Another technology includes the use of the Z/EG reporter mouse (strain name: B6.Cg-Tg(ACTB-Bgeo/GFP)21Lbe/J, stock no: 004178, Jackson Laboratories) [115] which has been used in other stem cell studies to delineate between cell fusion and intrinsic differentiation of donor cells in the recipient heart [116, 117] (Fig. (3b)). The Z/EG mouse contains a transgene with the β-actin promoter (ubiquitous) driving expression of a floxed lacZ cassette. In the presence of Cre (a recombining enzyme), loxP sites recombine resulting in expression of EGFP instead of lacZ. Due to the numerous Cre expressing mice available [118], various permutations of Cre-Z/EG chimeric mice could be engineered. For example, delivery of adipose tissue stem cells from Z/EG mice into infarcted mice expressing CMV-Cre would indicate donor cell incorporation into the host myocardium by lacZ expression and cell fusion by expression of EGFP (Fig. (3b)). Intrinsic differentiation of donor cells in the host myocardium would require further characterization by secondary cardiac markers.

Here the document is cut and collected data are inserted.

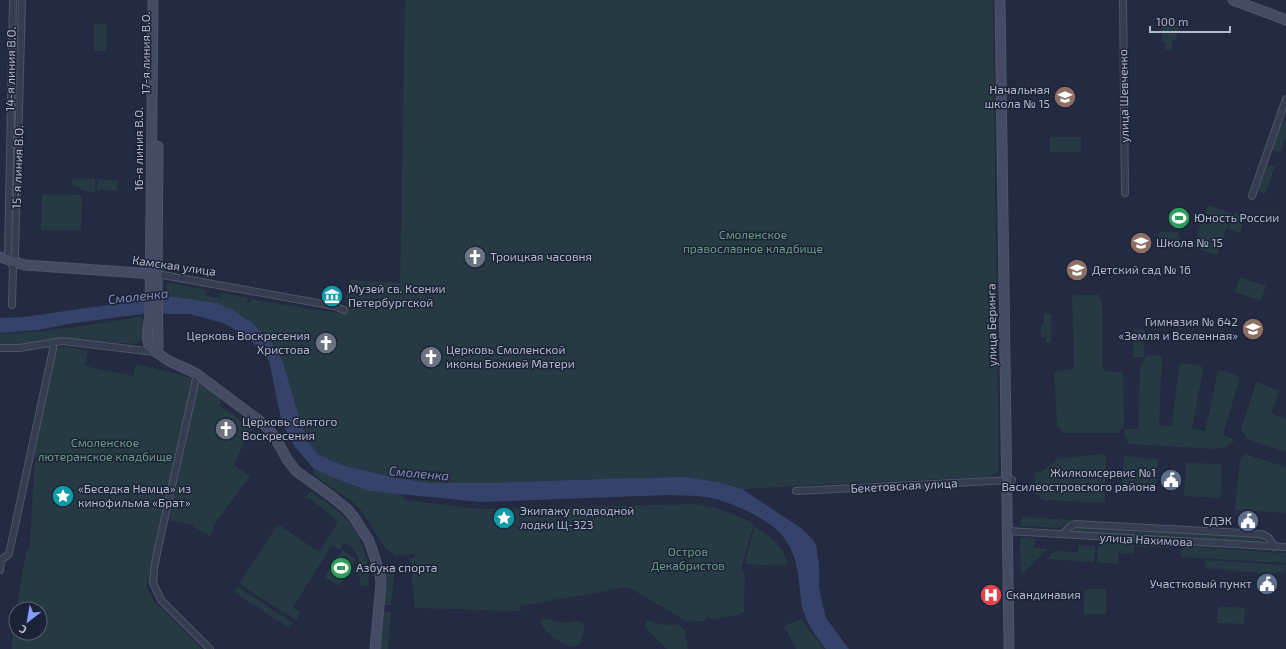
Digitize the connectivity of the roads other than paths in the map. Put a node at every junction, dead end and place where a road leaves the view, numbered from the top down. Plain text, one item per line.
1 (13, 0) edge
2 (22, 0) edge
3 (152, 0) edge
4 (159, 0) edge
5 (1000, 0) edge
6 (1005, 0) edge
7 (1123, 0) edge
8 (1233, 0) edge
9 (1248, 0) edge
10 (1286, 15) edge
11 (1286, 20) edge
12 (12, 45) junction
13 (21, 46) junction
14 (1286, 99) edge
15 (10, 154) junction
16 (18, 154) junction
17 (1125, 192) dead end
18 (1252, 196) dead end
19 (0, 258) edge
20 (12, 261) junction
21 (154, 274) junction
22 (12, 305) dead end
23 (344, 310) dead end
24 (53, 342) junction
25 (0, 348) edge
26 (157, 353) junction
27 (198, 375) junction
28 (1009, 480) junction
29 (796, 491) dead end
30 (1010, 531) junction
31 (1062, 534) junction
32 (1274, 547) junction
33 (1286, 548) edge
34 (377, 566) junction
35 (0, 570) edge
36 (210, 649) edge
37 (370, 649) edge
38 (375, 649) edge
39 (1009, 649) edge
40 (1015, 649) edge

1 - 12 street, 14-я линия В.О.
2 - 13 street, 15-я линия В.О.
3 - 21 street, 16-я линия В.О.
4 - 21 street, 17-я линия В.О.
5 - 28 street, улица Беринга
6 - 28 street, улица Беринга
7 - 17 street, улица Шевченко
8 - 11 street
9 - 10 street
12 - 13 street
12 - 15 street, 14-я линия В.О.
13 - 16 street, 15-я линия В.О.
14 - 18 street
15 - 16 street
15 - 20 street, 14-я линия В.О.
16 - 20 street, 15-я линия В.О.
19 - 20 street, Камская улица
20 - 21 street, Камская улица
20 - 22 street, 14-я линия В.О.
21 - 23 street, Камская улица
21 - 26 street, 16-я линия В.О.
24 - 25 street
24 - 26 street
24 - 35 street
26 - 27 street
27 - 34 street
27 - 36 street
28 - 29 street, Бекетовская улица
28 - 30 street, улица Беринга
30 - 31 street, улица Нахимова
30 - 39 street, улица Беринга
30 - 40 street, улица Беринга
31 - 32 street, улица Нахимова
31 - 32 street
32 - 33 street, улица Нахимова
34 - 37 street
34 - 38 street

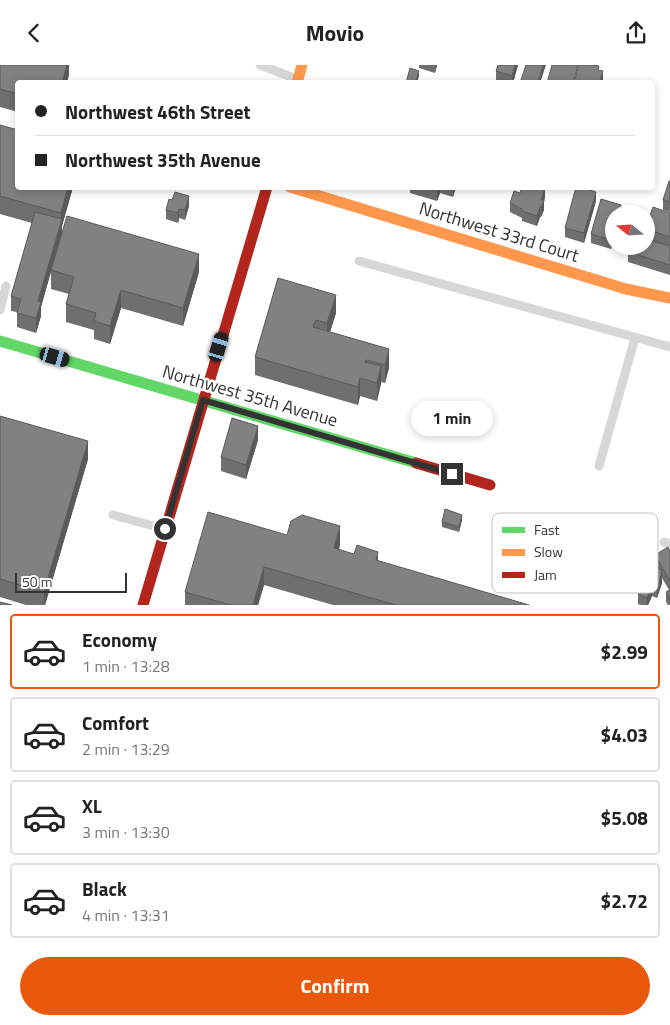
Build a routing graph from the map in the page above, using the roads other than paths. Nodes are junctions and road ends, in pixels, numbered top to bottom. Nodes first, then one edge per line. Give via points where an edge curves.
1 (302, 65) edge
2 (261, 66) edge
3 (296, 80) edge
4 (298, 80) edge
5 (266, 190) edge
6 (300, 190) edge
7 (359, 261) dead end
8 (6, 286) dead end
9 (670, 297) edge
10 (0, 310) edge
11 (635, 338) junction
12 (0, 341) edge
13 (670, 347) edge
14 (203, 400) junction
15 (599, 466) dead end
16 (490, 485) dead end
17 (113, 515) dead end
18 (165, 529) junction
19 (143, 605) edge

1 - 4 street
2 - 3 lane
5 - 14 street
6 - 9 street, Northwest 33rd Court via 626,289
7 - 11 lane
8 - 10 lane
11 - 13 lane
11 - 15 lane
12 - 14 street, Northwest 35th Avenue
14 - 16 street, Northwest 35th Avenue
14 - 18 street
17 - 18 lane
18 - 19 street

Although the field of adipose-derived stem cells is still in its infancy, studies are accumulating showing their cardiac differentiation potential in vitro and some potential to therapeutically improve the infarcted heart in vivo. Clinical trials using adipose-derived stem cells for treatment of various tissue pathologies are underway [57, 102, 119]. Considering the complicated nature of clinical applications using stem cells, what is the rationale for such enthusiasm? From the perspective of cardiac biology, first, adipose tissue is easily accessible and liposuction-acquired stem cells for heart repair has secondary value in reducing cardiovascular risks induced by excessive adiposity. Second, issues of histocompatability and immune rejection, problematic in non-autologous or xeno stem cell transplantation, are avoided. As further studies appear, particularly with application to human cardiac physiology, interest and therapeutic application of adipose tissue derived cardiomyocytes may gain momentum in a new branch of clinical and research medicine, namely aesthetic cardiology. On-going basic science studies will be essential to fully understand the developmental potential of SVCs and their possible use in cardiac repair.